Depuis 1988, le montant des avances mandatées a été de 4.468,1 millions de francs (45,1 % de l'ensemble des avances accordées à l'entreprise depuis l'origine). Dans le même temps, les dépenses de recherche-développement du groupe ont atteint 16.070,3 millions de francs (un peu moins de quatre fois les avances brutes) et le chiffre d'affaires 165.569 millions de francs. Au total, les avances brutes accordées à la SNECMA ont donc représenté moins de 2,7 % de son chiffre d'affaires.

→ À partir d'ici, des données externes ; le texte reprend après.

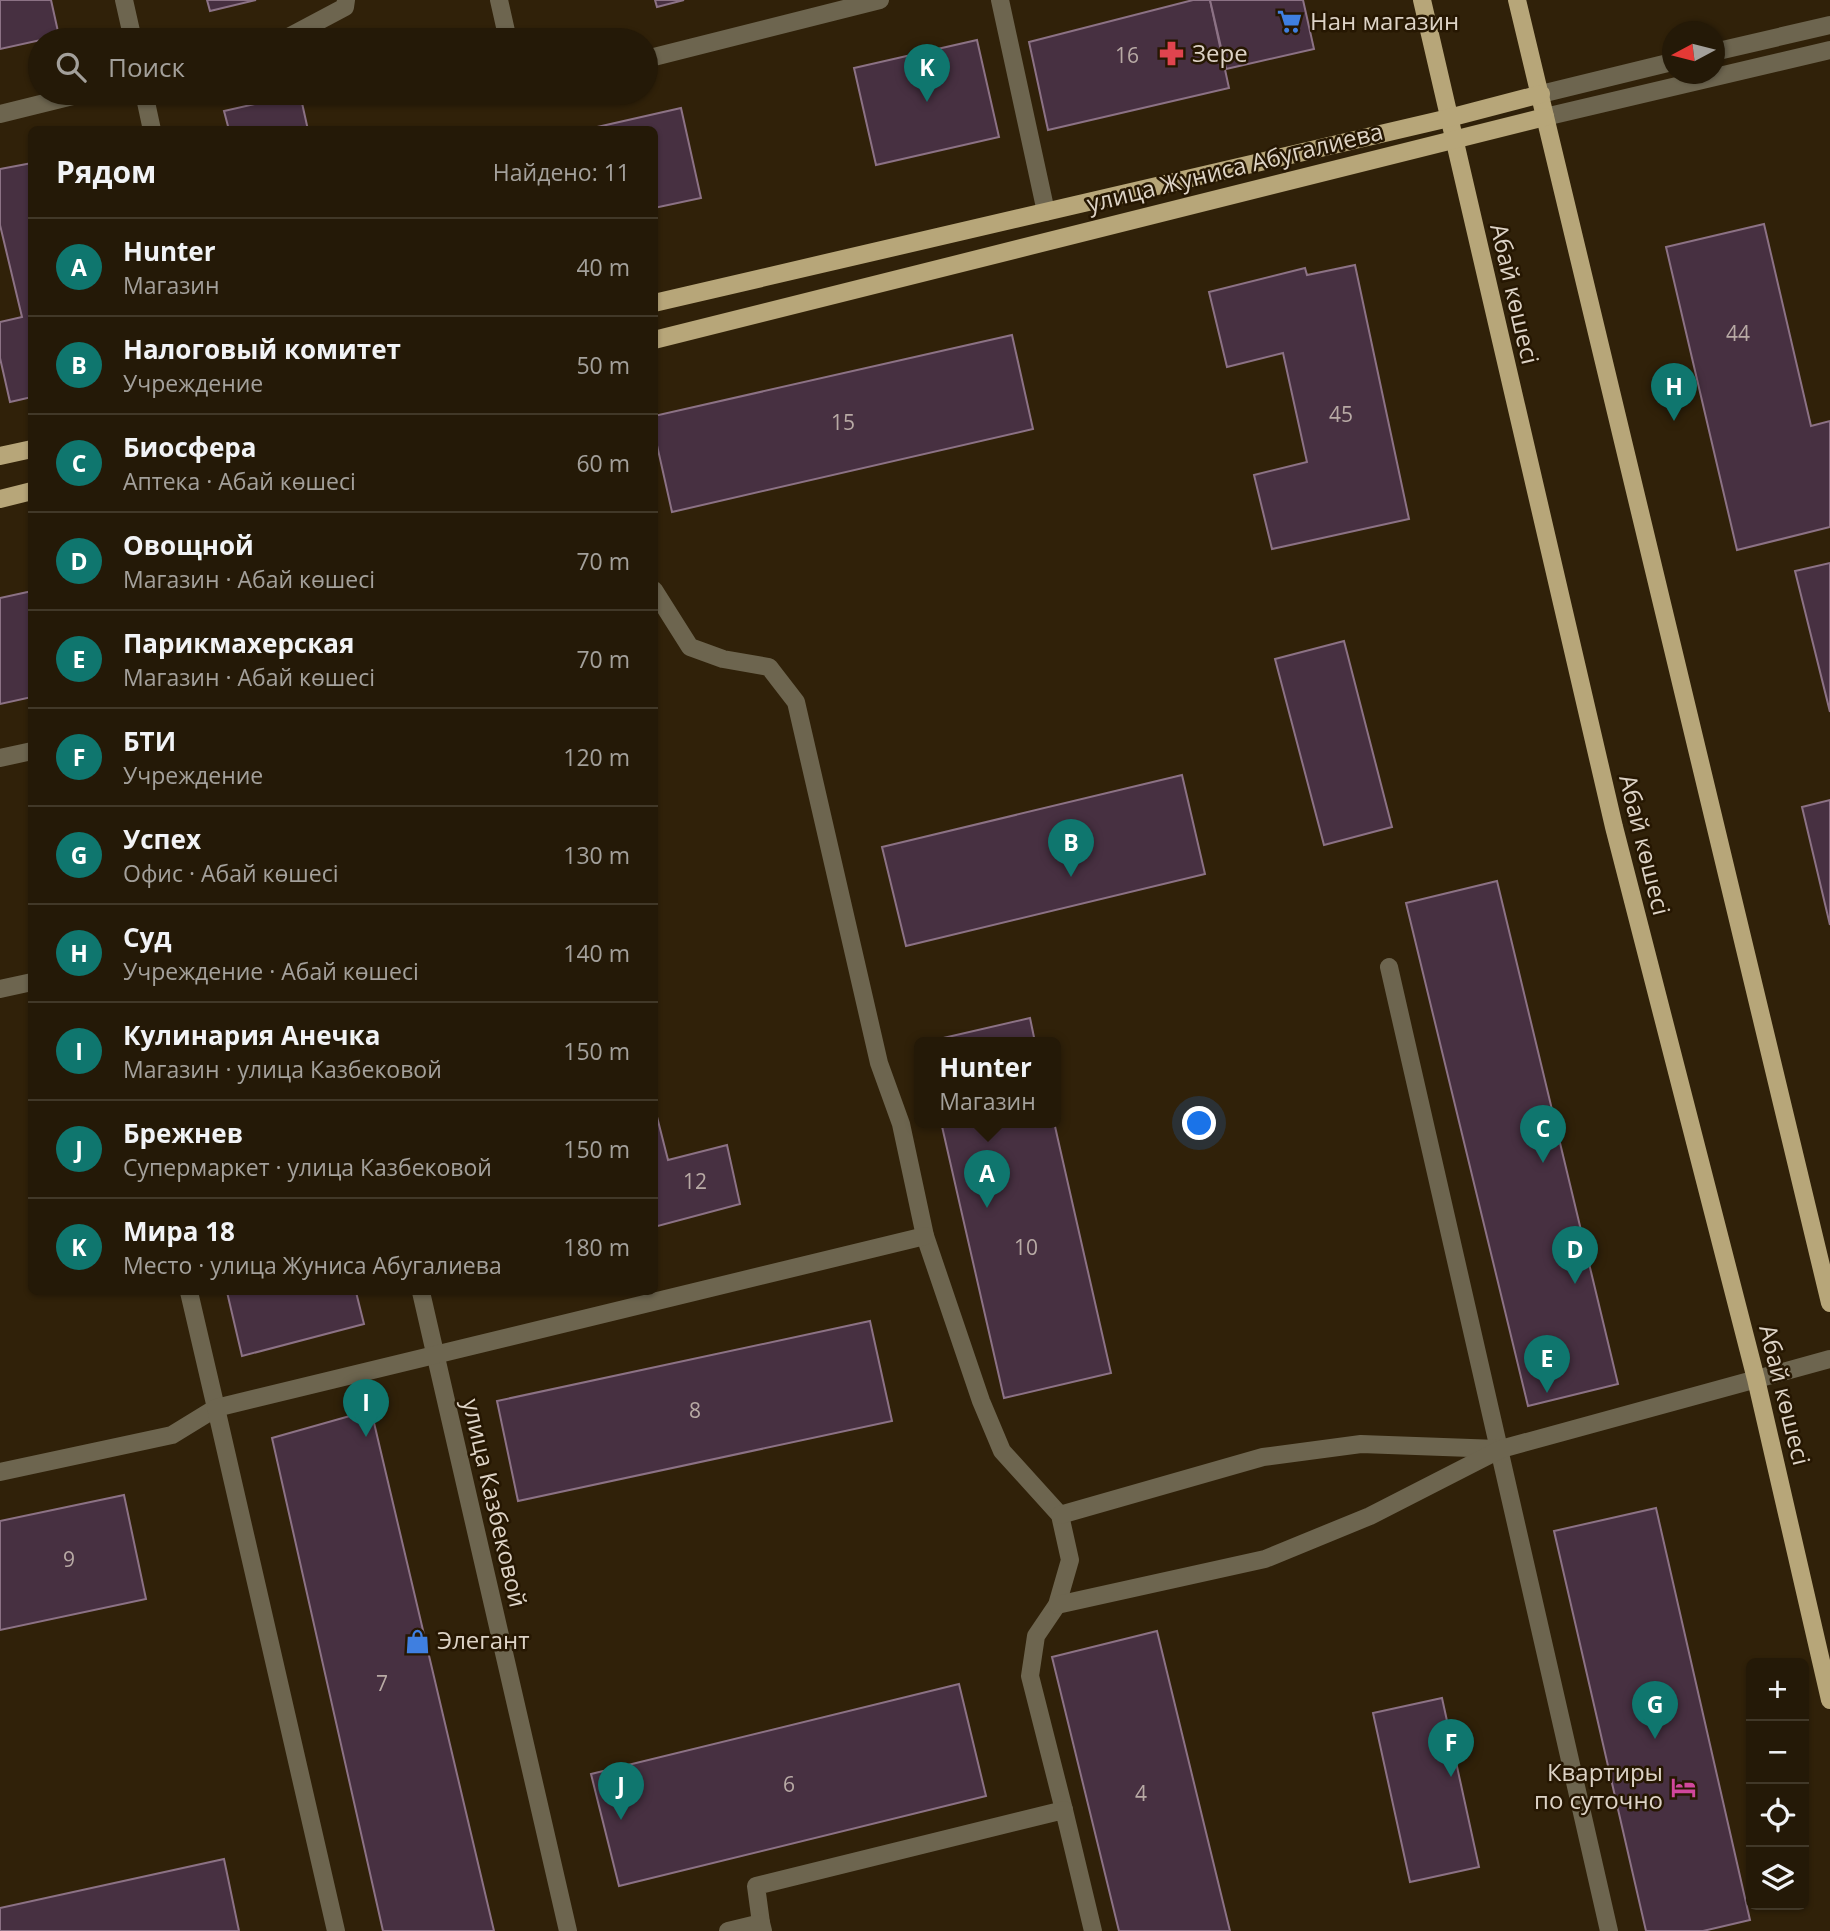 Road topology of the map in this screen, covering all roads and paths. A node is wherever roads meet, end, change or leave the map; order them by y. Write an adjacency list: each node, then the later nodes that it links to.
1 (124, 0): 9 (street)
2 (346, 0): 10 (street)
3 (499, 0): 11 (street)
4 (880, 0): 14 (street)
5 (1000, 0): 24 (street)
6 (1422, 0): 21 (main road, Абай көшесі)
7 (1517, 0): 16 (main road)
8 (1830, 25): 12 (street)
9 (130, 28)
10 (306, 28)
11 (505, 28)
12 (1725, 49)
13 (1830, 50): 20 (street, улица Жуниса Абугалиева)
14 (658, 55)
15 (1662, 64): 16 (street, улица Жуниса Абугалиева)
16 (1541, 93): 20 (main road); 21 (main road, улица Жуниса Абугалиева)
17 (36, 105): 19 (street)
18 (147, 105): 22 (street)
19 (0, 114)
20 (1545, 117): 23 (main road, улица Жуниса Абугалиева); 40 (main road)
21 (1449, 118): 23 (main road, Абай көшесі); 24 (main road, улица Жуниса Абугалиева)
22 (151, 126)
23 (1453, 138): 26 (main road, улица Жуниса Абугалиева); 43 (main road, Абай көшесі)
24 (1046, 212): 25 (main road, улица Жуниса Абугалиева)
25 (658, 302)
26 (658, 339)
27 (28, 450): 28 (main road)
28 (0, 456)
29 (28, 492): 30 (main road)
30 (0, 499)
31 (658, 596): 37 (street)
32 (28, 752): 33 (street)
33 (0, 758)
34 (1389, 967): 45 (street)
35 (28, 983): 36 (street)
36 (0, 989)
37 (925, 1236): 41 (street); 47 (street)
38 (190, 1295): 44 (street)
39 (422, 1295): 41 (street, улица Казбековой)
40 (1830, 1303)
41 (435, 1357): 44 (street); 53 (street, улица Казбековой)
42 (1830, 1359): 43 (street)
43 (1756, 1379): 45 (street); 49 (main road, Абай көшесі)
44 (216, 1408): 46 (street); 52 (street)
45 (1501, 1449): 47 (street); 48 (street); 56 (street)
46 (0, 1472)
47 (1060, 1515): 48 (street)
48 (1057, 1605): 50 (street)
49 (1830, 1700)
50 (1064, 1810): 51 (street); 55 (street)
51 (762, 1927): 54 (street)
52 (336, 1931)
53 (568, 1931)
54 (728, 1931)
55 (1093, 1931)
56 (1609, 1931)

Des avances consenties à l'entreprise, seules restent à mandater désormais quelques dizaines de millions de francs au titre du moteur GE 90. Les crédits de paiement consacrés à ce programme, qui s'élevaient à 354 millions de francs en 1995, s'infléchissent pour ne plus représenter que 234 millions de francs en 1996 et 69 millions en 1997.

*

* *

La réduction du montant des avances remboursables est cohérente avec l'achèvement des programmes qu'elles contribuaient à financer. Mais, il faut souligner qu'elle ne s'accompagne pas d'une réduction à due concurrence des coûts de recherche-développement supportés par le secteur. Ce phénomène de ciseau constitue une illustration d'une caractéristique essentielle du mécanisme des avances remboursables comme mode de soutien public à l'industrie aéronautique qui est aussi une limite. Son caractère ponctuel et donc provisoire tranche avec l'inertie des coûts des entreprises et, aussi, avec d'autres formes de soutien public.

Les avances accordées à la SNECMA illustrent une autre caractéristique importante du soutien public : les risques assumés par l'Etat, reflets des risques industriels et commerciaux du secteur.

L'exemple de la convention portant sur le THR le montre assez. A un degré moindre, le programme GE 90, qui a bénéficié d'un soutien à hauteur de 2,2 milliards de francs, rencontre des difficultés commerciales importantes.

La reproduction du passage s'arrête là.